- Dataset content
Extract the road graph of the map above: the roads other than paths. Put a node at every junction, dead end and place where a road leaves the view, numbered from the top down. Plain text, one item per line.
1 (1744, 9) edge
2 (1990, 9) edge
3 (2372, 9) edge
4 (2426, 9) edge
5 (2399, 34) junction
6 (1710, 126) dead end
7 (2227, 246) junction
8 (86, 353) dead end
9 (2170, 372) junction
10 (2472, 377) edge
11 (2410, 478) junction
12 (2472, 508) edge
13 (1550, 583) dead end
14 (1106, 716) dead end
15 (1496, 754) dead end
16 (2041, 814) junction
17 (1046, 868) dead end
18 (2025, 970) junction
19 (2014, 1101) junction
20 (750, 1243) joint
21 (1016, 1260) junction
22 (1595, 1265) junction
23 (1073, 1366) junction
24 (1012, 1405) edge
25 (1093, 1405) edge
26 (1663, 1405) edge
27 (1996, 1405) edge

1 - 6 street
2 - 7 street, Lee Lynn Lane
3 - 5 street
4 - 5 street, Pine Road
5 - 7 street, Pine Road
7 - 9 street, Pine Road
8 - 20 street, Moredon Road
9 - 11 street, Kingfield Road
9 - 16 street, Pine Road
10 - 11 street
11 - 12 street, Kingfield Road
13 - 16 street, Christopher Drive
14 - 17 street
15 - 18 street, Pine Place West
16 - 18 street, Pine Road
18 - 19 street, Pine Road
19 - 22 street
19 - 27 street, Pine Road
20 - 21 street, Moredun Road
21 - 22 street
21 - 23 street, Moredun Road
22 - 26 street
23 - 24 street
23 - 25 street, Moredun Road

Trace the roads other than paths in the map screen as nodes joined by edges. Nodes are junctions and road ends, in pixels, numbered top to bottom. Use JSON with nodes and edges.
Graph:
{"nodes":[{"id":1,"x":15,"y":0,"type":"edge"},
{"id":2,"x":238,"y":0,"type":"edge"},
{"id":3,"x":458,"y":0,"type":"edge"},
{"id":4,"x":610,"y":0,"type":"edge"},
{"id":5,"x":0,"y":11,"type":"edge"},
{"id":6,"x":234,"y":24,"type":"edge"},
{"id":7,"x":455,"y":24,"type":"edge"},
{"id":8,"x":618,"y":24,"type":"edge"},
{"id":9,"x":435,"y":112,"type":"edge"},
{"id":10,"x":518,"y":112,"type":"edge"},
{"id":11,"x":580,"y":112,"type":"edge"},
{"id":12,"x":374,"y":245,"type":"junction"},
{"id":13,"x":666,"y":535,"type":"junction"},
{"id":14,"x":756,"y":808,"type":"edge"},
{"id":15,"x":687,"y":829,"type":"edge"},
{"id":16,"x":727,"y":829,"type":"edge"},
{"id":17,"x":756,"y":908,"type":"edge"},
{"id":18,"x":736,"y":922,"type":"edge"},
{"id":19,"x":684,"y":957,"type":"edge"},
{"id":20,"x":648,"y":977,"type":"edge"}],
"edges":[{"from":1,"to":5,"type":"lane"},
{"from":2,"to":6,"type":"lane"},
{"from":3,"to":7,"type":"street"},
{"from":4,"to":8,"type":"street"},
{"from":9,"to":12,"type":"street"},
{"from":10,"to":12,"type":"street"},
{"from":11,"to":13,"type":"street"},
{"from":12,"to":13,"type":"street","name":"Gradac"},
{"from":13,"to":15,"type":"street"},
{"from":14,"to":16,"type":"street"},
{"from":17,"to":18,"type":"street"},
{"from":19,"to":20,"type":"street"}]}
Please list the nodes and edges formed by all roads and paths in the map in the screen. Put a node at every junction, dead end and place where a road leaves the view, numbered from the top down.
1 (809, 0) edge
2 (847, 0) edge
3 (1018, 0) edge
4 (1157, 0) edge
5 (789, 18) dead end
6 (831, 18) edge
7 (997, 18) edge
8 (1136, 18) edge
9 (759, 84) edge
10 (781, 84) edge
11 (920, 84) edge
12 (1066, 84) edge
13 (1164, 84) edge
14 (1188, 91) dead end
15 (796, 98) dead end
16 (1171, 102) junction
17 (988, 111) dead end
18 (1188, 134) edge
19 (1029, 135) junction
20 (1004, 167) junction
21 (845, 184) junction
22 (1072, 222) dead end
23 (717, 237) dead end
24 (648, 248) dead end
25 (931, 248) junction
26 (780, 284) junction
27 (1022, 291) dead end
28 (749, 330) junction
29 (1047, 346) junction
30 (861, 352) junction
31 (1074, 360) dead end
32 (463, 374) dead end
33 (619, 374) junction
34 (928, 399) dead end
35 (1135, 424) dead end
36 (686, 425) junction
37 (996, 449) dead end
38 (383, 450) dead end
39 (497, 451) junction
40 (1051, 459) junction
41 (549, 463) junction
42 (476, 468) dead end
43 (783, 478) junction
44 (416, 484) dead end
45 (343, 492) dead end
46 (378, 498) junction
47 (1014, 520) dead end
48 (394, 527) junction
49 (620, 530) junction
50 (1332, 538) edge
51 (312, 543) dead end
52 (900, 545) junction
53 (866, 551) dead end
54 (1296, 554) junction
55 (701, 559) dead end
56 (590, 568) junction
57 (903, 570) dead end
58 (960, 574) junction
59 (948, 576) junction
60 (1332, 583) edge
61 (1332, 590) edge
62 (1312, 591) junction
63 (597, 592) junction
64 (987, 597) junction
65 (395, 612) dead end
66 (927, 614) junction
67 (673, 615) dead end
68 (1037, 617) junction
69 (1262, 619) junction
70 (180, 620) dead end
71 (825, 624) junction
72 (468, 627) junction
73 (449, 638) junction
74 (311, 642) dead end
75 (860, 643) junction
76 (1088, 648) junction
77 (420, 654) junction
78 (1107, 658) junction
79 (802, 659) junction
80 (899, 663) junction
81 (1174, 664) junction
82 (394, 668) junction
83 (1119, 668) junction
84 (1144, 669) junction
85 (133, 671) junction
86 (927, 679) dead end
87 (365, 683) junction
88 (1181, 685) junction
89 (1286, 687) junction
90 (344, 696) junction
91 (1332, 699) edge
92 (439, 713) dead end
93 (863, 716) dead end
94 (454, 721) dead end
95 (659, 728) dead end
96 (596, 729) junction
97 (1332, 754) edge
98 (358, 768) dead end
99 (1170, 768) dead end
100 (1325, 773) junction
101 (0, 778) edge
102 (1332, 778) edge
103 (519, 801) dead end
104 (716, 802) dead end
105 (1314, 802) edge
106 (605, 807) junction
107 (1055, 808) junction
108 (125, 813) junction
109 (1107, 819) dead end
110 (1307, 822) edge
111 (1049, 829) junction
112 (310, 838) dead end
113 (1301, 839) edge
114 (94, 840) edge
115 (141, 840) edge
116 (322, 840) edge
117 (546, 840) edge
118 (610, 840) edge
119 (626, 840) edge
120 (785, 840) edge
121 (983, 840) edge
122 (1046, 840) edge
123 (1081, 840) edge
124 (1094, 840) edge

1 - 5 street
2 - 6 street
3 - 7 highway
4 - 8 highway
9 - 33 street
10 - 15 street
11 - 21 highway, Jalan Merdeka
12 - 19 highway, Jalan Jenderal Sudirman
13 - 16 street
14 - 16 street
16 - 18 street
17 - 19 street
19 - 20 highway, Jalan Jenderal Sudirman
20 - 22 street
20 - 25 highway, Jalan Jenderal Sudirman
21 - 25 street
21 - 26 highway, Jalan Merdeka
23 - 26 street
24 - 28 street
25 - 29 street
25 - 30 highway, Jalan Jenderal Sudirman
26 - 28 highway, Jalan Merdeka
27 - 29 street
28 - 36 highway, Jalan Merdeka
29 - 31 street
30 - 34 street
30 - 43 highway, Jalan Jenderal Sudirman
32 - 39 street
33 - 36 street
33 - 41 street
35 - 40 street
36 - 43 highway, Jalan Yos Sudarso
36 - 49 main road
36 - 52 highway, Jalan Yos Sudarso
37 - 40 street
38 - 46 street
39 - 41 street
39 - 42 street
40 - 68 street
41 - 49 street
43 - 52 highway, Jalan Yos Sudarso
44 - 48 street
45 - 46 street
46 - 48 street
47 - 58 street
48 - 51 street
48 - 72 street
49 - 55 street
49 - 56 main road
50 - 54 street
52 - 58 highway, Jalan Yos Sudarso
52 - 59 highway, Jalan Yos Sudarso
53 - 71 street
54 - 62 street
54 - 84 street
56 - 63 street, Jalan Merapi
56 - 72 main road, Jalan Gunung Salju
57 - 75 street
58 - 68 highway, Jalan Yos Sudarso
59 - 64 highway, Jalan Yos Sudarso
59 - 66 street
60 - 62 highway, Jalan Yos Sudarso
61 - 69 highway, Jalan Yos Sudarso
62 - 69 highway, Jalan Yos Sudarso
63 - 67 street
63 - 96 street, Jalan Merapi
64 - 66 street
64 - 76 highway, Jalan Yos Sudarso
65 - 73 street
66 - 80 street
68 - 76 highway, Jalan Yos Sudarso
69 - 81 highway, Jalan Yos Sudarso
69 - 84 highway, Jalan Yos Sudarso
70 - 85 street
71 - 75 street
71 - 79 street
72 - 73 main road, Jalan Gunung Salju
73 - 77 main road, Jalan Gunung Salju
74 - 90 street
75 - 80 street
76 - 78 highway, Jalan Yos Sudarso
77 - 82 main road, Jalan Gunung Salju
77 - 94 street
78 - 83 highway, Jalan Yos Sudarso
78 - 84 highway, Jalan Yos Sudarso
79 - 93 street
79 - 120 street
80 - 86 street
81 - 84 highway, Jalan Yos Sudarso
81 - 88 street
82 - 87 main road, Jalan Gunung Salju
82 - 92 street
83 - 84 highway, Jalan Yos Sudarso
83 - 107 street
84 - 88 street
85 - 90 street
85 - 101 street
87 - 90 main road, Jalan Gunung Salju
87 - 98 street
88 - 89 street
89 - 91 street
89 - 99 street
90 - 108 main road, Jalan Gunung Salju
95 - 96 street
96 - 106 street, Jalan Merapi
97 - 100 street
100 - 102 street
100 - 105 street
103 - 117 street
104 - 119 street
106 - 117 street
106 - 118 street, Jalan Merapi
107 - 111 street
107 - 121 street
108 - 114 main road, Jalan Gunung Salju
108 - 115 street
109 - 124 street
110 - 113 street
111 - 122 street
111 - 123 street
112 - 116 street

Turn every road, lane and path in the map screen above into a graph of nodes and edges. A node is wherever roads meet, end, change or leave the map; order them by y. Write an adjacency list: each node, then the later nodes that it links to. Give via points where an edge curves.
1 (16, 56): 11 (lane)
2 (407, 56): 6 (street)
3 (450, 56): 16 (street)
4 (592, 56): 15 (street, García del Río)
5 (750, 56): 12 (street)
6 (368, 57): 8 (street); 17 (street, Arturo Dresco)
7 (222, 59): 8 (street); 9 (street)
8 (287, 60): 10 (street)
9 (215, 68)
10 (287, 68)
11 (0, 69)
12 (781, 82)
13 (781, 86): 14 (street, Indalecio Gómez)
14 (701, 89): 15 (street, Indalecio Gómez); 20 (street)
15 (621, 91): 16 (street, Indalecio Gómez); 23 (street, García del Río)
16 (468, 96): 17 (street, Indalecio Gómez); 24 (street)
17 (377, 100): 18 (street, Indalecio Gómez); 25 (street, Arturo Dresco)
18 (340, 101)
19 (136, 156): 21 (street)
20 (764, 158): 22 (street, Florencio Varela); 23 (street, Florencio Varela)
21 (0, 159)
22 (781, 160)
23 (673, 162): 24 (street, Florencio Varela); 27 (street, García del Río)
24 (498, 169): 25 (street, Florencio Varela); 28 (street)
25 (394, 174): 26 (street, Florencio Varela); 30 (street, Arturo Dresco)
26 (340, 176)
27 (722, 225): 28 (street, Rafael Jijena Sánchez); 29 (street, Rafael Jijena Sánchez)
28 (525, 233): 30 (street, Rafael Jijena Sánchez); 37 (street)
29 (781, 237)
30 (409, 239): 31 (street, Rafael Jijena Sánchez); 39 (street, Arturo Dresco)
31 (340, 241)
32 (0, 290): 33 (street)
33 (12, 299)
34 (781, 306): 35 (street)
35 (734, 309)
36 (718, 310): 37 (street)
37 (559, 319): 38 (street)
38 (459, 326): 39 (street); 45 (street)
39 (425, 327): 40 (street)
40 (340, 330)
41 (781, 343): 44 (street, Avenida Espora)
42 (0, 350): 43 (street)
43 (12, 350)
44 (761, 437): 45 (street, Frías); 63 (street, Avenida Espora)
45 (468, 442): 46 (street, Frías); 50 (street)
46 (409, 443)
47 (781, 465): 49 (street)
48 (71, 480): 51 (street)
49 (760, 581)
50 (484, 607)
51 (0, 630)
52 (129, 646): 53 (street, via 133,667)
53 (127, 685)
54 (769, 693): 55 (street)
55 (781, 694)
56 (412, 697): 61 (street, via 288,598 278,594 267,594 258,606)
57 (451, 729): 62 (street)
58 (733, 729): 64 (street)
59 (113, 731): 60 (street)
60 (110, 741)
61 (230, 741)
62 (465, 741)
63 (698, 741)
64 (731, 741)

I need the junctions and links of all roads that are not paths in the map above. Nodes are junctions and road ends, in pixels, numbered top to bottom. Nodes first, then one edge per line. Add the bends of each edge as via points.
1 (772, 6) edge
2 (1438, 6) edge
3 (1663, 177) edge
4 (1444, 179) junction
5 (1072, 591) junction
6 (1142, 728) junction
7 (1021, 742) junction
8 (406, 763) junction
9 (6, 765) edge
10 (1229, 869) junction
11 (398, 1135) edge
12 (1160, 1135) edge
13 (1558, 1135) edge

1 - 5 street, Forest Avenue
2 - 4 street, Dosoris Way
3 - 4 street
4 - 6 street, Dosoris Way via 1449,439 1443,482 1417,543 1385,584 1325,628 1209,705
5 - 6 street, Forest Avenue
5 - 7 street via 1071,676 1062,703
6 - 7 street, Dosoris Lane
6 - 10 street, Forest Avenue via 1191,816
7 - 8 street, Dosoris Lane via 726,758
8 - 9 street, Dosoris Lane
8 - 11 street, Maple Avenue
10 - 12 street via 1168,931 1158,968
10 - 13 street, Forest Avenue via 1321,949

- Work instruction
Provide every line from the material that contains the word "links".

- Answer space
Turn every road, lane and path in the map screen above into a graph of nodes and edges. A node is wherever roads meet, end, change or leave the map; order them by y. Write an adjacency list: each node, then the later nodes that it links to. Give via points where an edge curves.
I need the junctions and links of all roads that are not paths in the map above. Nodes are junctions and road ends, in pixels, numbered top to bottom. Nodes first, then one edge per line. Add the bends of each edge as via points.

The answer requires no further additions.